- _Material to process_:
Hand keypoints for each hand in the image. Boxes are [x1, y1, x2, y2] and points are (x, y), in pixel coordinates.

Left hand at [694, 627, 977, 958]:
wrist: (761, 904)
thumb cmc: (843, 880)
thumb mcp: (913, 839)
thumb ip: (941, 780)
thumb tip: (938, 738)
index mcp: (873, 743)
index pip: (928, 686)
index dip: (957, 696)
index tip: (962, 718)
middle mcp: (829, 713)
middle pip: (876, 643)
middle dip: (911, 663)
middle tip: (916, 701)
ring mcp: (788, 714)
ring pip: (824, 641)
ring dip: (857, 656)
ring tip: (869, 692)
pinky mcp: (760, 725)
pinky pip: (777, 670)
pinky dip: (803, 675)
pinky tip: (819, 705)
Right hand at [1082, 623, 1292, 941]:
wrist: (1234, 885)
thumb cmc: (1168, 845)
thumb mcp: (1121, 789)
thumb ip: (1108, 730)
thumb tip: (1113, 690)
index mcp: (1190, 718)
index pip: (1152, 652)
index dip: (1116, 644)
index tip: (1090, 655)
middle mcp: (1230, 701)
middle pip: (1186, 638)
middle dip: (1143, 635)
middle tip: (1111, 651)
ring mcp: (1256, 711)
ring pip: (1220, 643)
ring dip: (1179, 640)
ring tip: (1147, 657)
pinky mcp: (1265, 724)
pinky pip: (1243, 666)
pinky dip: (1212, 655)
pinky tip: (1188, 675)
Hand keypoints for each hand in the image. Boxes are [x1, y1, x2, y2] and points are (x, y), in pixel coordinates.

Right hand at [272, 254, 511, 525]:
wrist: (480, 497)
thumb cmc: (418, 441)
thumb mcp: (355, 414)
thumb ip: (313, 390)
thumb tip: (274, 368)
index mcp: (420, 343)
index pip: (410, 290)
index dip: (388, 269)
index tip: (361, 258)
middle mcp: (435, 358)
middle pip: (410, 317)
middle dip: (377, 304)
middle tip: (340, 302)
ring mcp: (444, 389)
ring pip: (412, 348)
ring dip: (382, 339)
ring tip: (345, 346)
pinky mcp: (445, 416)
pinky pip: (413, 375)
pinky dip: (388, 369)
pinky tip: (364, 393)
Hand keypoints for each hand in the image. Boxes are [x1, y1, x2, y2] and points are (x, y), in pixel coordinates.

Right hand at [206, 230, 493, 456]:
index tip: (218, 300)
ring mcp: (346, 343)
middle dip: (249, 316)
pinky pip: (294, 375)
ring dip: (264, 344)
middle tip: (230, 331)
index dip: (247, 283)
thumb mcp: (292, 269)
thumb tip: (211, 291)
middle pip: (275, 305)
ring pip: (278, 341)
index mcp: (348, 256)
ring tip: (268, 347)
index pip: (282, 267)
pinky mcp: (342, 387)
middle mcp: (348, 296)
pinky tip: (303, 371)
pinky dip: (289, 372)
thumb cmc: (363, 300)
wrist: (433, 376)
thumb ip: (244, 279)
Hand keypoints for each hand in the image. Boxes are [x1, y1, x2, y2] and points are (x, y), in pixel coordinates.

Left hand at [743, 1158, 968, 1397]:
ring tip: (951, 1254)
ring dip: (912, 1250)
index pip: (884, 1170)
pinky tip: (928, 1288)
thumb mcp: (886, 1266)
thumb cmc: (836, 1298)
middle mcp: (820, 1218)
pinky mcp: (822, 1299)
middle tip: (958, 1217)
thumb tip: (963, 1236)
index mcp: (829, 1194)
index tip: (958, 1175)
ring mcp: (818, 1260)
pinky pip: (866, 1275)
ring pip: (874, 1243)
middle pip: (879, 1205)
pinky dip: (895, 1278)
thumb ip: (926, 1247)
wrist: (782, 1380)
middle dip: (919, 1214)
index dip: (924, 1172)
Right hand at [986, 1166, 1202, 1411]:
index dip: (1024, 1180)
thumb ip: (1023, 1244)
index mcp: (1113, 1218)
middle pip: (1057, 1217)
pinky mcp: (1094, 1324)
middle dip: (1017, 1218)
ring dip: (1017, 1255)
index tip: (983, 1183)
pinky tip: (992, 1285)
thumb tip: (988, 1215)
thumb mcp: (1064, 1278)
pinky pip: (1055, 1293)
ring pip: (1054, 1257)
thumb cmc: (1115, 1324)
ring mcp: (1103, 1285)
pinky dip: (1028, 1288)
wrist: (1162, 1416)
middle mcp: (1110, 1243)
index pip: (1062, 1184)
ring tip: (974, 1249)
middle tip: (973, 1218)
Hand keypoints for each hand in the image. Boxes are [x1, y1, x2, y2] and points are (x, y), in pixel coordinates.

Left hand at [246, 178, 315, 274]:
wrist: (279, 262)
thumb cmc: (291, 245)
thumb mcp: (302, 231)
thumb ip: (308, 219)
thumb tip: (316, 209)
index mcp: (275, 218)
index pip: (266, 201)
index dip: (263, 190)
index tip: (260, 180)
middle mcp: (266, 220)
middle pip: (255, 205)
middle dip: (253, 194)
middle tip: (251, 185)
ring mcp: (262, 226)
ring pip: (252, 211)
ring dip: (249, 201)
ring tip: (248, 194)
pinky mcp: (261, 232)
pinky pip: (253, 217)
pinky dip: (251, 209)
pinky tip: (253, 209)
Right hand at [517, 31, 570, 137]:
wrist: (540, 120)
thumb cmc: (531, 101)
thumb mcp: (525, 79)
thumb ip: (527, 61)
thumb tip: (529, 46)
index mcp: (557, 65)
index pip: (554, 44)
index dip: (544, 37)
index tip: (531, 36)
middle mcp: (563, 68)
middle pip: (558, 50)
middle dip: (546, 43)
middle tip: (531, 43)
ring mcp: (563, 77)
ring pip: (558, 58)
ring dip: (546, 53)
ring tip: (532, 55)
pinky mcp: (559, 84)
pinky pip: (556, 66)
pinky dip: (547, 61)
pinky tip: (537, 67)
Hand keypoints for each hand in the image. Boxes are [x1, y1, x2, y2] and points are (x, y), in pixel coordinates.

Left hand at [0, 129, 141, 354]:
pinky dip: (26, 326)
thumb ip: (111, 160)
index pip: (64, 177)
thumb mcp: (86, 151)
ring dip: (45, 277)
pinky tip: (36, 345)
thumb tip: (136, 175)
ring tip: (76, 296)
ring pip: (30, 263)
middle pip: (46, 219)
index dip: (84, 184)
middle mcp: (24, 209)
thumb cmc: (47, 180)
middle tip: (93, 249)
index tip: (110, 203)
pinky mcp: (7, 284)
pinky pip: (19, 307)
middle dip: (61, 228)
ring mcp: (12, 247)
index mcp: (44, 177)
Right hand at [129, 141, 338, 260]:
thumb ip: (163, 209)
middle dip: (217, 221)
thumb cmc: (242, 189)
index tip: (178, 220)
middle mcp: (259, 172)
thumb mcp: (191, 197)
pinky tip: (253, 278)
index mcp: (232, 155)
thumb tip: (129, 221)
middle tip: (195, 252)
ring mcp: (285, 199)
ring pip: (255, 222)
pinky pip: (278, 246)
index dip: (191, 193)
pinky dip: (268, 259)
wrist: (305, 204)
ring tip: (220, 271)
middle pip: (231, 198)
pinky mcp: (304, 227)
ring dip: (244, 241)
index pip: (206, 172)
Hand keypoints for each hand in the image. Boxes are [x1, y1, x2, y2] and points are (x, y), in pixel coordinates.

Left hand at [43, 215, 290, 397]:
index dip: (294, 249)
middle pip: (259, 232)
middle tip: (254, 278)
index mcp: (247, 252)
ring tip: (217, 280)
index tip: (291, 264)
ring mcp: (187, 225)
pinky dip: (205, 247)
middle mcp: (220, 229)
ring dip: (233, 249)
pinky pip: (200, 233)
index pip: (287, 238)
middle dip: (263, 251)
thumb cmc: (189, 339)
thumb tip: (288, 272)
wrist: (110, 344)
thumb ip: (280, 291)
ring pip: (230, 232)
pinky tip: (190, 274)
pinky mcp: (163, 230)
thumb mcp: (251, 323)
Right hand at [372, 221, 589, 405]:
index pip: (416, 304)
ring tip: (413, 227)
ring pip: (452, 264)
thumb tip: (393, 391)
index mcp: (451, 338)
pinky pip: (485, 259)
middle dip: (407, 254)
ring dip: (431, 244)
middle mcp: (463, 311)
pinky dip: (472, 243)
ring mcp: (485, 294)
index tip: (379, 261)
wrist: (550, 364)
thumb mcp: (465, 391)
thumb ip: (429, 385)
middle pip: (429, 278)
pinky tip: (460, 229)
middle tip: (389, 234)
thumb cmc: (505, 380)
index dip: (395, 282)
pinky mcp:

- _Task statement_: In the entries above, find the line with "ring tip: (1147, 657)" and the line with "thumb cmc: (418, 441)", then set down exactly those two and every line between them, nothing else.

- _Result of the task_:
ring tip: (1147, 657)
pinky mcp: (1265, 724)
pinky pip: (1243, 666)
pinky dip: (1212, 655)
pinky tip: (1188, 675)
Hand keypoints for each hand in the image. Boxes are [x1, y1, x2, y2] and points are (x, y), in pixel coordinates.

Right hand at [272, 254, 511, 525]:
wrist: (480, 497)
thumb cmc: (418, 441)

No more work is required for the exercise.